Penerimaan Negara pada Januari 2026 Capai Rp 172,7 Triliun, Didorong oleh Pajak

JAKARTA – Penerimaan negara di Indonesia hingga 31 Januari 2026 tercatat mencapai Rp 172,7 triliun. Angka ini setara dengan 5,5 persen dari target yang telah ditetapkan dalam Anggaran Pendapatan dan Belanja Negara (APBN) 2026.

Menteri Keuangan, Purbaya Yudhi Sadewa, menyatakan bahwa kinerja penerimaan negara di awal tahun ini tetap stabil, didorong oleh pertumbuhan yang kuat di sektor perpajakan.

“Hingga akhir Januari 2026, penerimaan negara menunjukkan realisasi sebesar Rp 172,7 triliun, yang mencerminkan pertumbuhan tahunan sebesar 9,8 persen.
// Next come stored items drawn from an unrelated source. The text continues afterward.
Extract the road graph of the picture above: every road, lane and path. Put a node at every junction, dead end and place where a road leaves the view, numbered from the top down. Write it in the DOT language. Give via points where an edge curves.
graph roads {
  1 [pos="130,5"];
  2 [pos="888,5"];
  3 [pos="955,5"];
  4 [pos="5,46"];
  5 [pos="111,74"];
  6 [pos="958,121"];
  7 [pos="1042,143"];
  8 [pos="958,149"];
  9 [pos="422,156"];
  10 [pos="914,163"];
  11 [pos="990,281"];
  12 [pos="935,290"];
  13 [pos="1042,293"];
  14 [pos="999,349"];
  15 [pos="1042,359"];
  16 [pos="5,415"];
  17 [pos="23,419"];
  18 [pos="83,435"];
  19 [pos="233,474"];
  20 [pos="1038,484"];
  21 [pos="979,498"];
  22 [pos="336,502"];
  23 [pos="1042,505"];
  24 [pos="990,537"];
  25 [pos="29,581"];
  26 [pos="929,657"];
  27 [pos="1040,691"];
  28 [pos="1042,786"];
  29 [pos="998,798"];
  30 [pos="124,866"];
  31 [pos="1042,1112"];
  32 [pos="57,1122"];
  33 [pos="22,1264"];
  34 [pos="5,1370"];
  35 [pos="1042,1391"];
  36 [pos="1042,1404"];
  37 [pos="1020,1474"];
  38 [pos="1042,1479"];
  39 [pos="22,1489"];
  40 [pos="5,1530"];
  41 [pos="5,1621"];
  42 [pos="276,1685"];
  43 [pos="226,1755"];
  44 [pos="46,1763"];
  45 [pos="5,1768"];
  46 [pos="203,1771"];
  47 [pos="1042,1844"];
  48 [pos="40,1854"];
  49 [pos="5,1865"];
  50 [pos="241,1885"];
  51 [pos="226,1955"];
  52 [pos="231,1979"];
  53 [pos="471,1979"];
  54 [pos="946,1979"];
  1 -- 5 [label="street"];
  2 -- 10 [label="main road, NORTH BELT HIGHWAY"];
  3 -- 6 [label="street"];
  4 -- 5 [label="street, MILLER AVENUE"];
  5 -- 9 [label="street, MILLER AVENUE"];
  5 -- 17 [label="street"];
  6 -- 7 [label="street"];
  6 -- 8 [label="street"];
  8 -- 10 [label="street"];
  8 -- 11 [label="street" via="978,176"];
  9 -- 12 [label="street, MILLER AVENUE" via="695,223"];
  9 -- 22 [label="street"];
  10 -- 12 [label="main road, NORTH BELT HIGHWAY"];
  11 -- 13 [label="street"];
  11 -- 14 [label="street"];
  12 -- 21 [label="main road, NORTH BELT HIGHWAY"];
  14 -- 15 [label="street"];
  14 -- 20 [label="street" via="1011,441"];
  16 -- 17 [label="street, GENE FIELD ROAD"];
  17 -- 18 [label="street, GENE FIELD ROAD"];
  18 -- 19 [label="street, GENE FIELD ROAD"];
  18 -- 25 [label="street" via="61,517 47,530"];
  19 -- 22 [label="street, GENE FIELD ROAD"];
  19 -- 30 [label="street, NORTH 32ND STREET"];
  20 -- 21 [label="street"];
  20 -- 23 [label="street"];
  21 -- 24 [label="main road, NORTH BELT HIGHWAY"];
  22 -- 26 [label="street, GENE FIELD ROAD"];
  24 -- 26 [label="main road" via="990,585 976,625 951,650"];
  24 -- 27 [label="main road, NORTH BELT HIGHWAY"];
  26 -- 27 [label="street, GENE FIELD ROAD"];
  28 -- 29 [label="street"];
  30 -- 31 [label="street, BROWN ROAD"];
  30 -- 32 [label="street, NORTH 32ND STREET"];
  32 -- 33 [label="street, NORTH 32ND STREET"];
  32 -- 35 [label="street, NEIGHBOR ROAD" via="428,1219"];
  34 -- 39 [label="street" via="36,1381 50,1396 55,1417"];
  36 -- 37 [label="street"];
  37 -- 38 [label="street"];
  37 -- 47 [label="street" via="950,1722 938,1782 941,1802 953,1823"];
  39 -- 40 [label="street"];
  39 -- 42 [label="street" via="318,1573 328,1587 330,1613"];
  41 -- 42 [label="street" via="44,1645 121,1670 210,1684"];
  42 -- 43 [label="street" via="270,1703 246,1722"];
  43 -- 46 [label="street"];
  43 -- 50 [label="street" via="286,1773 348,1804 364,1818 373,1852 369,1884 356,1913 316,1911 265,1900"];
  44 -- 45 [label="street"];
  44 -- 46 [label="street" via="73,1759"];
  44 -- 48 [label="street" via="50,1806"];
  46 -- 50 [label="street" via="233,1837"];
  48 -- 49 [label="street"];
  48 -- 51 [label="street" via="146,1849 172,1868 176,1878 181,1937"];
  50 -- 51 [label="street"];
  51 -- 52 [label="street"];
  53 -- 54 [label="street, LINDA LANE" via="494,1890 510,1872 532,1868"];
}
Pertumbuhan ini didorong terutama oleh penerimaan pajak yang meningkat hingga 30,8 persen dibandingkan tahun sebelumnya,” jelas Purbaya dalam rapat kerja dengan Komisi XI DPR RI pada Rabu, 3 Februari 2026.
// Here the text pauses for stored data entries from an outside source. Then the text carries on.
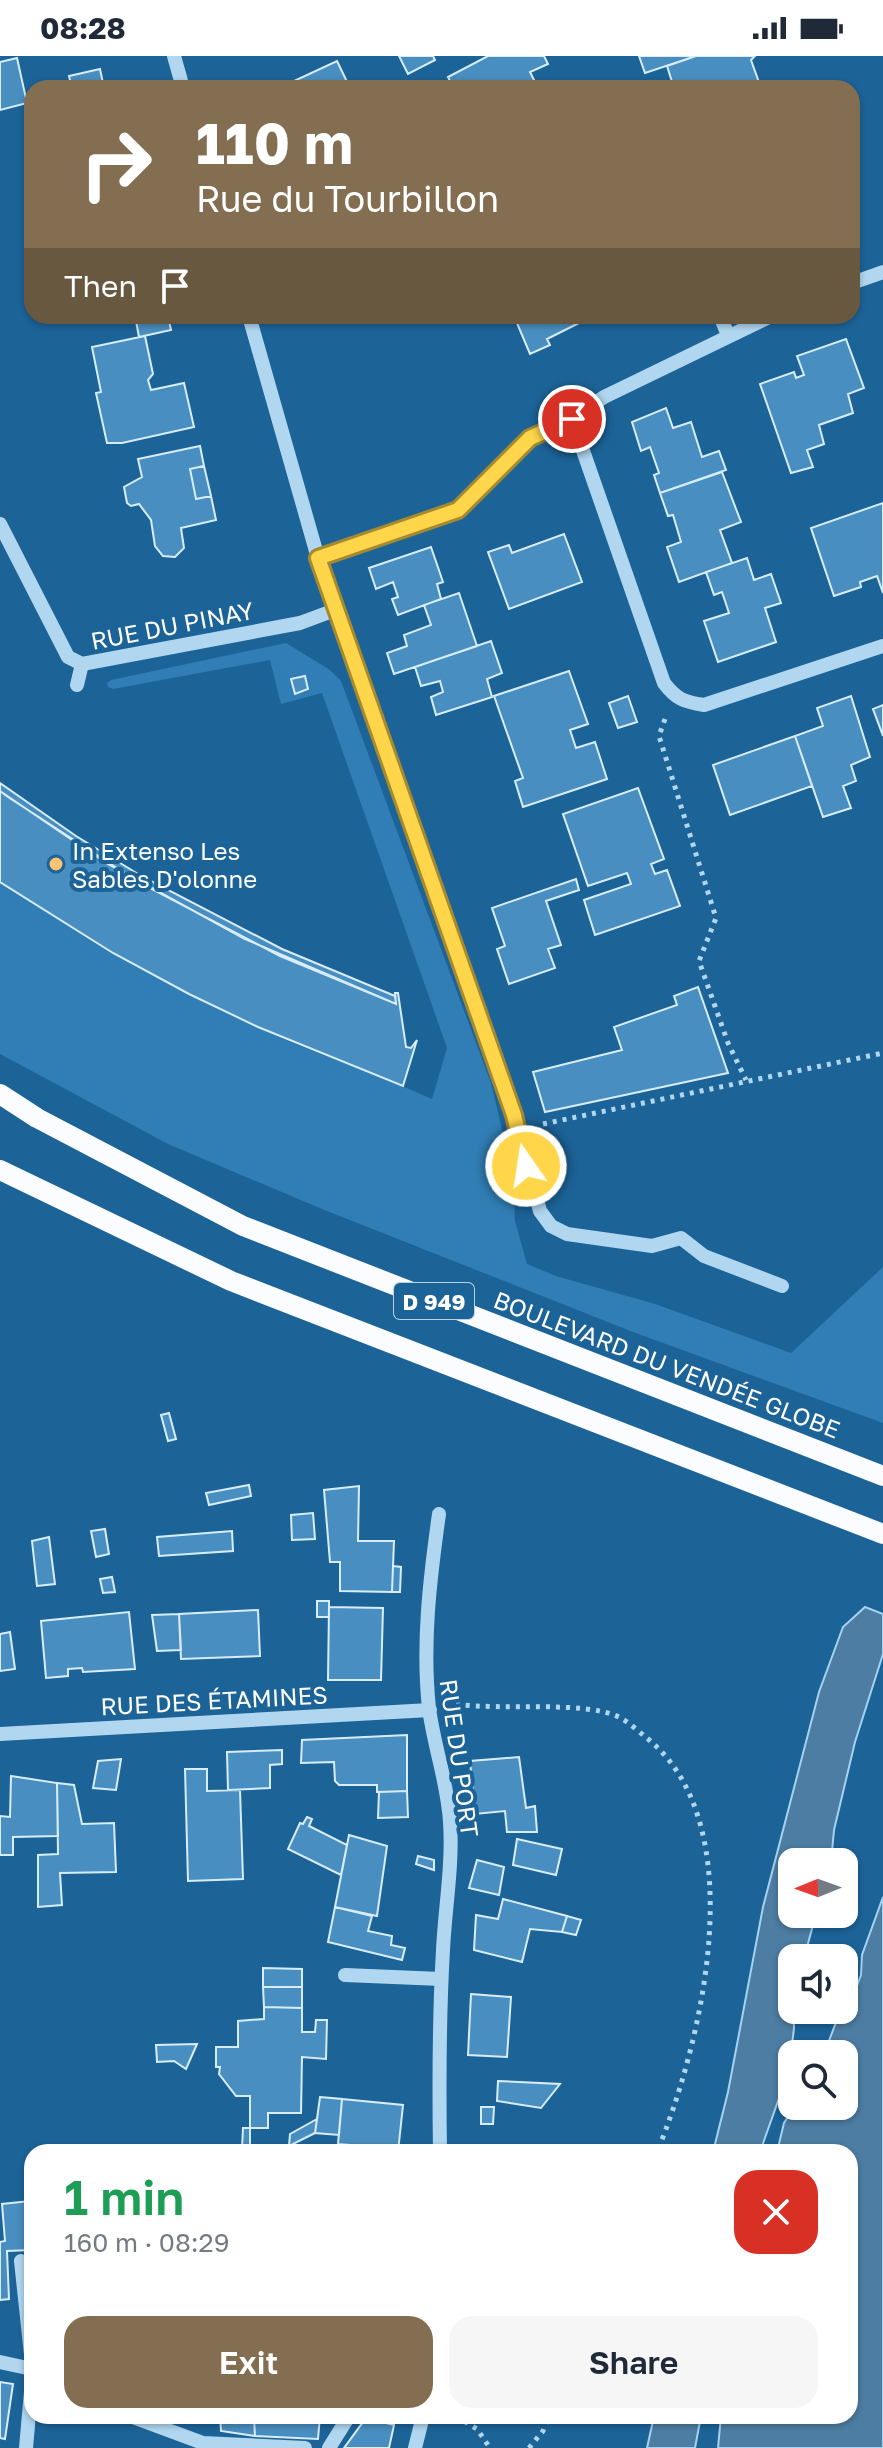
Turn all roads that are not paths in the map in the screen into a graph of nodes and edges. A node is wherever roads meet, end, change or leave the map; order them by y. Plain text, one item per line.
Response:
1 (174, 56) edge
2 (181, 80) edge
3 (883, 272) edge
4 (860, 280) edge
5 (251, 324) edge
6 (723, 324) edge
7 (753, 324) edge
8 (728, 335) junction
9 (572, 419) junction
10 (0, 524) edge
11 (318, 558) junction
12 (335, 610) junction
13 (883, 646) edge
14 (82, 664) junction
15 (77, 685) dead end
16 (0, 1094) edge
17 (0, 1170) edge
18 (782, 1286) dead end
19 (883, 1476) edge
20 (439, 1514) dead end
21 (883, 1534) edge
22 (430, 1710) junction
23 (0, 1734) edge
24 (345, 1975) dead end
25 (441, 1979) junction
26 (440, 2144) edge
27 (21, 2261) dead end
28 (24, 2290) edge
29 (0, 2362) edge
30 (24, 2366) edge
31 (28, 2424) edge
32 (152, 2424) edge
33 (344, 2424) edge
34 (421, 2424) edge
35 (26, 2448) edge
36 (305, 2448) edge
37 (329, 2448) edge
38 (415, 2448) edge

1 - 2 street
3 - 4 street
5 - 11 street
6 - 8 street
7 - 8 street
8 - 9 street
9 - 11 street
9 - 13 street
10 - 14 street, RUE DU PINAY
11 - 12 street
12 - 14 street, RUE DU PINAY
12 - 18 street
14 - 15 street
16 - 19 main road, BOULEVARD DU VENDÉE GLOBE / D 949
17 - 21 main road, D 949
20 - 22 street, RUE DU PORT
22 - 23 street, RUE DES ÉTAMINES
22 - 25 street, RUE DU PORT
24 - 25 street
25 - 26 street, RUE DU PORT
27 - 28 street
29 - 30 street
31 - 35 street
32 - 36 street
33 - 37 street
34 - 38 street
Berdasarkan data dari Kementerian Keuangan, penerimaan perpajakan hingga Januari 2026 mencapai Rp 138,9 triliun, dengan pertumbuhan tahunan sebesar 20,5 persen. Dari jumlah tersebut, penerimaan pajak yang bersih mencapai Rp 116,2 triliun dengan pertumbuhan tahunan sebesar 30,8 persen.

Purbaya menjelaskan bahwa lonjakan penerimaan pajak dipicu oleh peningkatan penerimaan bruto sekitar 7 persen, sementara restitusi pajak mengalami penurunan yang signifikan hingga 23 persen secara tahunan. Hal ini berkontribusi pada pertumbuhan penerimaan pajak neto di seluruh jenis pajak.
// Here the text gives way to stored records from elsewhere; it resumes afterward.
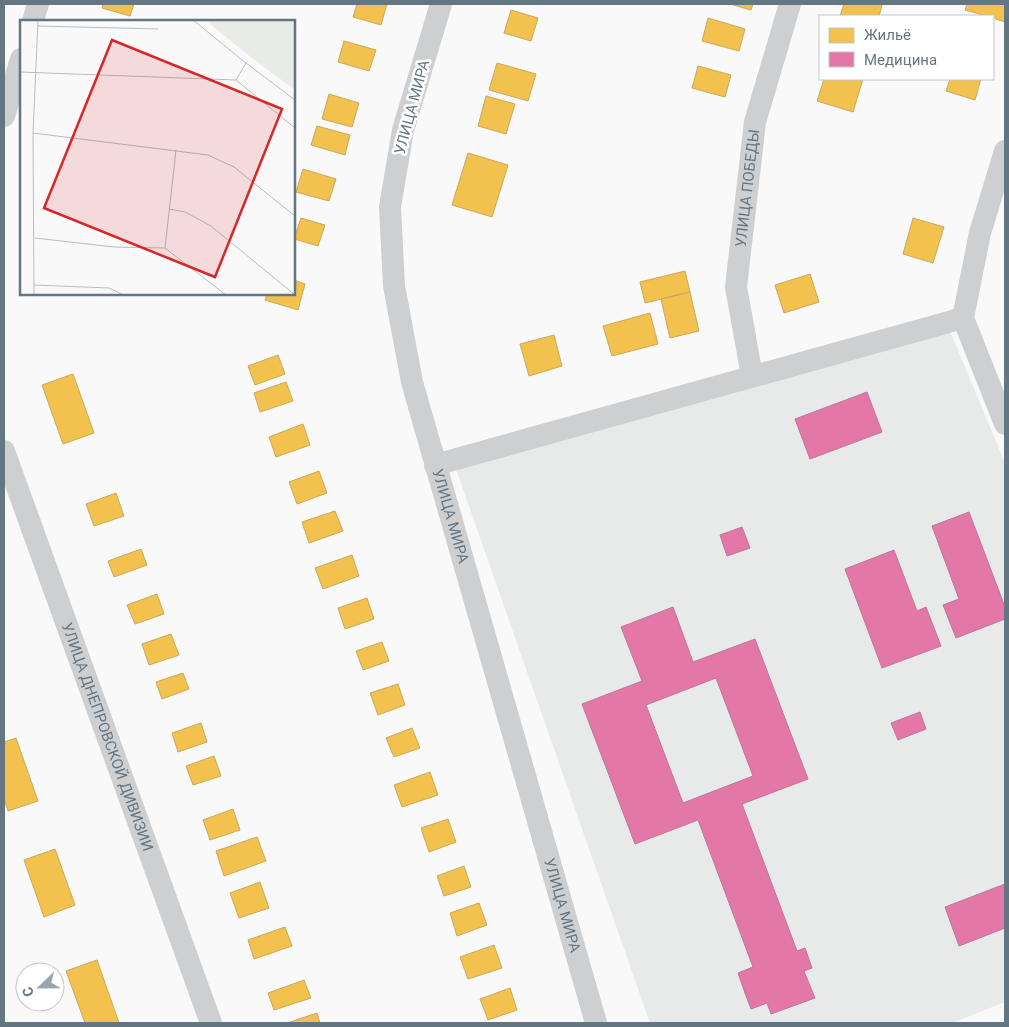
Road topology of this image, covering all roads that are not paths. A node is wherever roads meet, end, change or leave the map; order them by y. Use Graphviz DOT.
graph roads {
  1 [pos="38,4"];
  2 [pos="442,4"];
  3 [pos="790,4"];
  4 [pos="33,20"];
  5 [pos="20,62"];
  6 [pos="4,116"];
  7 [pos="1005,151"];
  8 [pos="963,318"];
  9 [pos="752,376"];
  10 [pos="1005,424"];
  11 [pos="4,451"];
  12 [pos="435,465"];
  13 [pos="211,1023"];
  14 [pos="596,1023"];
  1 -- 4 [label="street"];
  2 -- 12 [label="street, УЛИЦА МИРА"];
  3 -- 9 [label="street, УЛИЦА ПОБЕДЫ"];
  5 -- 6 [label="street"];
  7 -- 8 [label="street"];
  8 -- 9 [label="street"];
  8 -- 10 [label="street"];
  9 -- 12 [label="street"];
  11 -- 13 [label="street, УЛИЦА ДНЕПРОВСКОЙ ДИВИЗИИ"];
  12 -- 14 [label="street, УЛИЦА МИРА"];
}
“Data penerimaan pajak pada Januari ini menunjukkan bahwa aktivitas ekonomi mulai kembali meningkat,” ungkap Purbaya.

Namun, di sisi lain, kinerja kepabeanan dan cukai mengalami kontraksi sebesar 14 persen secara tahunan. Penurunan ini dipengaruhi oleh peningkatan impor dengan tarif 0 persen yang meningkat hingga 29 persen secara tahunan. Selain itu, penurunan harga minyak kelapa sawit mentah (CPO) dari 1.059 dollar AS per metrik ton menjadi 916 dollar AS per metrik ton, atau menyusut sekitar 13,5 persen, turut berkontribusi pada kondisi ini.

Penerimaan negara bukan pajak juga mengalami penurunan, turun 19,7 persen secara tahunan menjadi Rp 33,9 triliun. Penurunan ini disebabkan oleh tidak adanya penerimaan dividen perbankan yang terjadi pada tahun sebelumnya, di mana dividen tersebut mencapai sekitar Rp 10 triliun.

Purbaya menilai bahwa kinerja penerimaan negara di awal tahun 2026 menunjukkan ketahanan fiskal yang baik, meskipun dalam situasi ekonomi global yang dinamis.